2.1. FTP User and Password

   A user name and password may be supplied; they are used in the ftp
   "USER" and "PASS" commands after first making the connection to the
   FTP server.  If no user name or password is supplied and one is
   requested by the FTP server, the conventions for "anonymous" FTP
   are to be used, as follows:

        The user name "anonymous" is supplied.

        The password is supplied as the Internet e-mail address
        of the end user accessing the resource.

   If the URL supplies a user name but no password, and the remote
   server requests a password, the program interpreting the FTP URL
   should request one from the user.

2.2. FTP port

   If a port is omitted, the port defaults to 21.

2.3. FTP transfer type

   A <typecode> can be one of the characters "i" or "a", representing
   binary or ascii data respectively.

   Since the entire ;type=<typecode> part of a FTP URL is optional, if
   it is omitted the client program interpreting the URL must guess the
   appropriate mode to use. In general, the data content type of a file
   can only be guessed from the name, e.g., from the suffix of the name;
   the appropriate type code to be used for transfer of the file can then
   be deduced from the data content of the file.

2.4. FTP url-path

   The url-path of a FTP URL has the following syntax:

        <cwd1>/<cwd2>/.../<cwdN>/<name>

   Where <cwd1> through <cwdN> and <name> are (possibly encoded)
   strings.  The <cwdx> and <name> parts may be empty. The whole url-path
   may be omitted, including the "/" delimiting it from the prefix
   containing user, password, host, and port.

   Within a <name> or <cwd> component, the characters "/" and ";" are
   reserved and must be encoded. The components are decoded prior to
   their use in the FTP protocol.  In particular, if the appropriate FTP
   sequence to access a particular file requires supplying a string
   containing a "/" as an argument to a CWD or RETR command, it is
   necessary to encode each "/".

2.5. Interpreting a FTP URL

   The url-path is interpreted as a series of FTP commands as follows:

      Each of the <cwd> elements in the <url-path> is supplied,
      sequentially, as the argument to a CWD (change working directory)
      command.

      If a type parameter has been supplied, perform a TYPE command
      with <typecode> as the argument.

      Access the file whose name is <name> (for example, using the
      RETR command.)

   For example, the URL <URL:ftp://myname@host.dom/%2Fetc/motd> is
   interpreted by FTP-ing to "host.dom", logging in as "myname"
   (prompting for a password if it is asked for), and then executing
   "CWD /etc" and then "RETR motd". This has a different meaning from
   <URL:ftp://myname@host.dom/etc/motd> which would "CWD etc" and then
   "RETR motd"; the initial "CWD" might be executed relative to the
   default directory for "myname". On the other hand,
   <URL:ftp://myname@host.dom//etc/motd>, would "CWD " with a null
   argument, then "CWD etc", and then "RETR motd".

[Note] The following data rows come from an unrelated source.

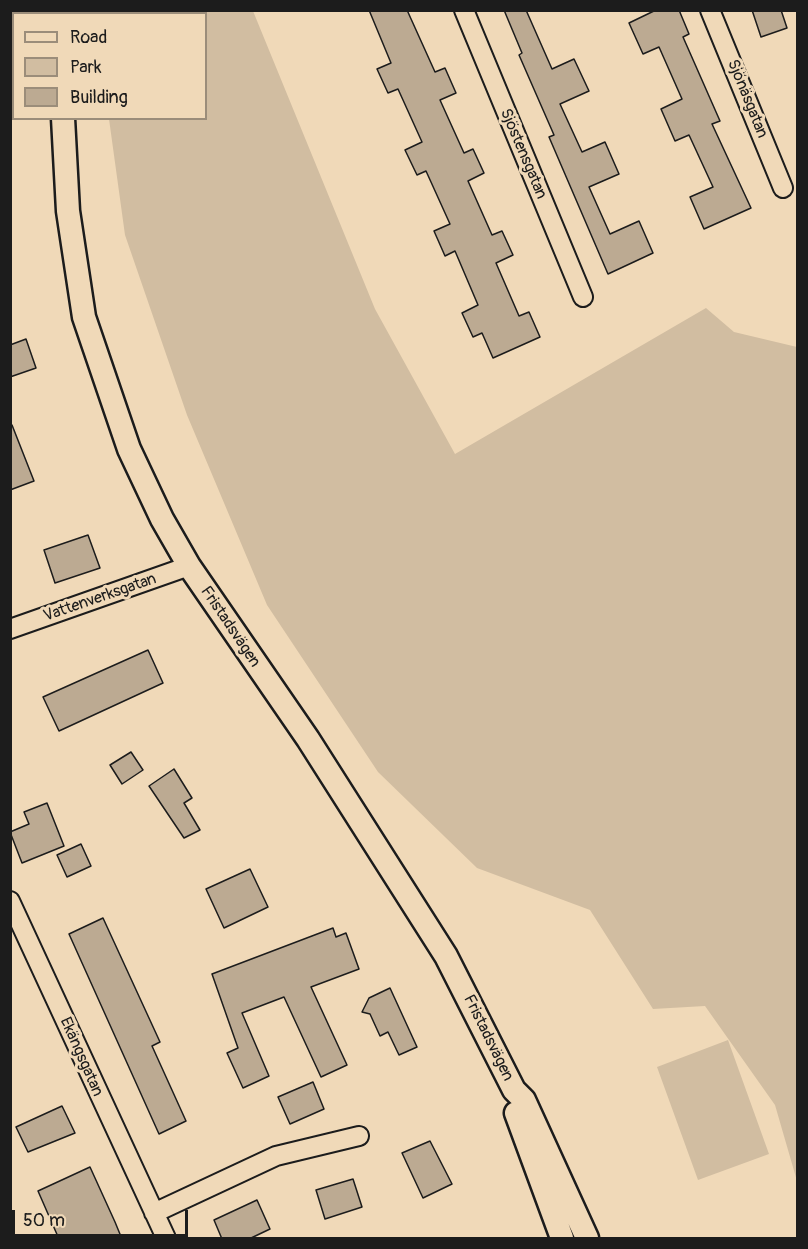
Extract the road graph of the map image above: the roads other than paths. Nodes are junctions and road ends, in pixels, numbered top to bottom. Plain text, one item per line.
1 (464, 10) edge
2 (710, 10) edge
3 (63, 120) edge
4 (783, 188) dead end
5 (583, 297) dead end
6 (189, 566) junction
7 (10, 629) edge
8 (10, 901) edge
9 (514, 1090) junction
10 (359, 1136) dead end
11 (153, 1212) junction
12 (166, 1239) edge
13 (562, 1239) edge
14 (587, 1239) edge

1 - 5 street, Sjöstensgatan
2 - 4 street, Sjönäsgatan
3 - 6 street, Fristadsvägen
6 - 7 street, Vattenverksgatan
6 - 9 street, Fristadsvägen
8 - 11 street, Ekängsgatan
9 - 13 street, Fristadsvägen
9 - 14 street, Fristadsvägen
10 - 11 street
11 - 12 street, Ekängsgatan

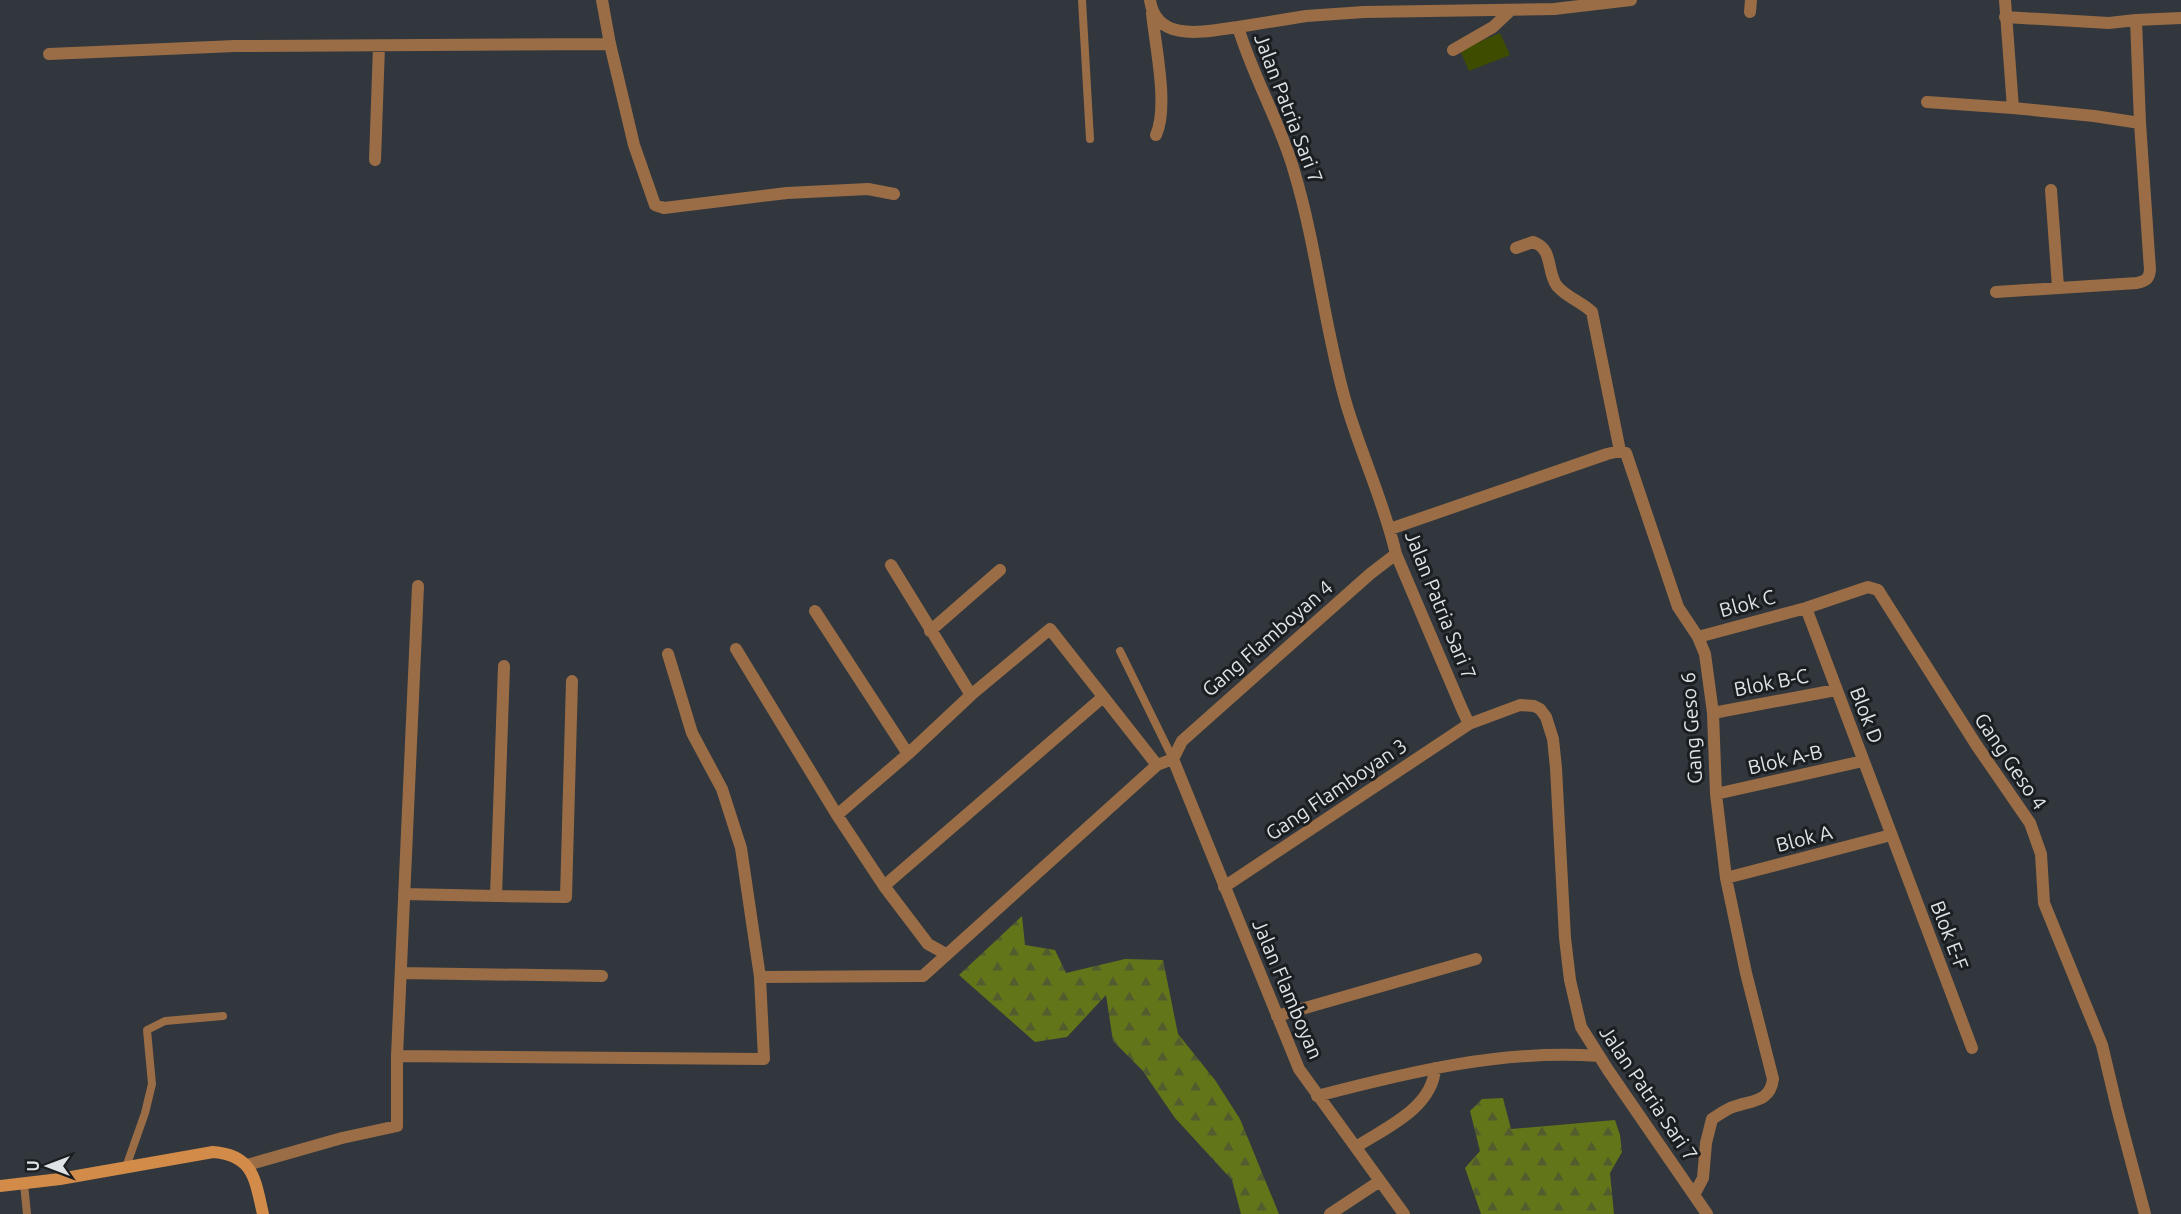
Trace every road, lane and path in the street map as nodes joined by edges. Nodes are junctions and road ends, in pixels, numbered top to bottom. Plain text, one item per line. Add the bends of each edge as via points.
1 (602, 0) edge
2 (1082, 0) edge
3 (1630, 0) edge
4 (2005, 0) edge
5 (1151, 6) edge
6 (1510, 11) junction
7 (2006, 17) junction
8 (2181, 18) edge
9 (2136, 20) junction
10 (1238, 27) junction
11 (610, 44) junction
12 (379, 46) junction
13 (1452, 50) dead end
14 (49, 54) dead end
15 (1927, 102) dead end
16 (2013, 108) junction
17 (2140, 123) junction
18 (1156, 135) dead end
19 (1090, 139) dead end
20 (375, 160) dead end
21 (2050, 190) dead end
22 (894, 194) dead end
23 (1516, 248) dead end
24 (2058, 287) junction
25 (1996, 292) dead end
26 (1620, 450) junction
27 (1390, 529) junction
28 (1396, 555) junction
29 (891, 565) dead end
30 (1000, 570) dead end
31 (418, 586) dead end
32 (1806, 608) junction
33 (815, 611) dead end
34 (930, 631) junction
35 (1698, 637) junction
36 (736, 649) dead end
37 (1120, 651) dead end
38 (668, 654) dead end
39 (504, 666) dead end
40 (572, 681) dead end
41 (1836, 690) junction
42 (971, 695) junction
43 (1103, 697) junction
44 (1713, 713) junction
45 (1470, 724) junction
46 (908, 754) junction
47 (1173, 759) junction
48 (1863, 761) junction
49 (1157, 765) junction
50 (1716, 794) junction
51 (837, 815) junction
52 (1891, 836) junction
53 (1726, 878) junction
54 (884, 886) junction
55 (1224, 887) junction
56 (404, 894) junction
57 (496, 896) junction
58 (946, 954) junction
59 (1476, 959) dead end
60 (401, 973) junction
61 (602, 976) dead end
62 (760, 977) junction
63 (223, 1016) dead end
64 (1277, 1016) junction
65 (1972, 1048) dead end
66 (397, 1056) junction
67 (1599, 1056) junction
68 (1435, 1068) junction
69 (1317, 1096) junction
70 (1356, 1147) junction
71 (246, 1165) junction
72 (126, 1167) junction
73 (1380, 1181) junction
74 (24, 1184) junction
75 (0, 1186) edge
76 (1694, 1195) junction
77 (27, 1214) edge
78 (262, 1214) edge
79 (1330, 1214) edge
80 (1404, 1214) edge
81 (1707, 1214) edge
82 (2145, 1214) edge

1 - 11 street
2 - 19 lane
3 - 6 street
4 - 7 street
5 - 10 street, Jalan Patria Sari 7 via 1157,20 1187,33
5 - 18 street via 1161,97
6 - 10 street via 1364,12
6 - 13 street via 1493,27
7 - 9 street
7 - 16 street
8 - 9 street
9 - 17 street
10 - 27 street, Jalan Patria Sari 7 via 1294,170 1310,226 1346,403
11 - 12 street
11 - 22 street via 634,145 655,206 787,192 868,189
12 - 14 street via 235,46
12 - 20 street
15 - 16 street
16 - 17 street
17 - 24 street via 2149,277 2137,283
21 - 24 street
23 - 26 street, Gang Geso 6 via 1533,242 1541,244 1557,285 1592,312
24 - 25 street
26 - 27 street
26 - 35 street, Gang Geso 6 via 1629,459 1678,607
27 - 28 street, Jalan Patria Sari 7
28 - 45 street, Jalan Patria Sari 7
28 - 47 street, Gang Flamboyan 4 via 1182,741
29 - 34 street
30 - 34 street
31 - 56 street
32 - 35 street, Blok C
32 - 41 street, Blok D
32 - 82 street, Gang Geso 4 via 1868,587 1878,590 2030,822 2041,854 2044,903 2102,1045
33 - 46 street
34 - 42 street
35 - 44 street, Gang Geso 6 via 1705,654
36 - 51 street
37 - 47 lane
38 - 62 street via 692,733 722,789 741,848
39 - 57 street
40 - 57 street via 566,897
41 - 44 street, Blok B-C
41 - 48 street, Blok D
42 - 43 street via 1050,629
42 - 46 street
43 - 49 street
43 - 54 street
44 - 50 street, Gang Geso 6
45 - 55 street, Gang Flamboyan 3
45 - 67 street, Jalan Patria Sari 7 via 1520,705 1540,708 1546,717 1556,768 1570,980 1581,1027
46 - 51 street
47 - 49 street
47 - 55 street, Jalan Flamboyan
48 - 50 street, Blok A-B
48 - 52 street, Blok D
49 - 58 street
50 - 53 street, Gang Geso 6
51 - 54 street
52 - 53 street, Blok A
52 - 65 street, Blok E-F
53 - 76 street, Gang Geso 6 via 1773,1079 1768,1095 1731,1107 1712,1119 1703,1178
54 - 58 street via 928,944
55 - 64 street, Jalan Flamboyan
56 - 57 street
56 - 60 street
58 - 62 street via 923,976
59 - 64 street
60 - 61 street
60 - 66 street
62 - 66 street via 764,1059
63 - 72 lane via 165,1021 147,1030 152,1084
64 - 69 street, Jalan Flamboyan via 1299,1069
66 - 71 street via 398,1126
67 - 68 street via 1510,1056
67 - 76 street, Jalan Patria Sari 7
68 - 69 street
68 - 70 street via 1425,1098
69 - 70 street, Jalan Flamboyan
70 - 73 street, Jalan Flamboyan
71 - 72 street via 240,1158 213,1152
71 - 78 street via 255,1179
72 - 74 street
73 - 79 street
73 - 80 street, Jalan Flamboyan
74 - 75 street
74 - 77 lane
76 - 81 street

   Implementors should note that doing a "RETR
   <cwd1>/.../<cwdN>/<name>" may work on some systems, but clients
   MUST NOT rely upon it.  In some situations, this may be the only
   way to access a resource.  This is the case if one or more of the
   directories <cwd1>...<cwdN-1> is access controlled, but the final
   one is not.

   FTP URLs may also be used for other operations; for example, it is
   possible to update a file on a remote file server, or infer
   information about it from the directory listings. The mechanism for
   doing so is not spelled out here.

2.6. Hierarchy

   For some file systems, the "/" used to denote the hierarchical
   structure of the URL corresponds to the delimiter used to construct a
   file name hierarchy, and thus, the filename will look similar to the
   URL path. This does NOT mean that the URL is a Unix filename.

2.7. Optimization

   Clients accessing resources via FTP may employ additional heuristics
   to optimize the interaction. For some FTP servers, for example, it
   may be reasonable to keep the control connection open while accessing
   multiple URLs from the same server. However, there is no common
   hierarchical model to the FTP protocol, so if a directory change
   command has been given, it is impossible in general to deduce what
   sequence should be given to navigate to another directory for a
   second retrieval, if the paths are different.  There are two
   possible algorithms; firstly send a "REIN" command, followed by
   "USER", "PASS", etc. as required. If this is not supported one can
   disconnect and re-establish the control connection.

2.8. Relative FTP URLs

   Since the FTP URL syntax matches the generic-URL syntax, it supports
   all forms of relative URLs defined in [RFC-URL-SYNTAX].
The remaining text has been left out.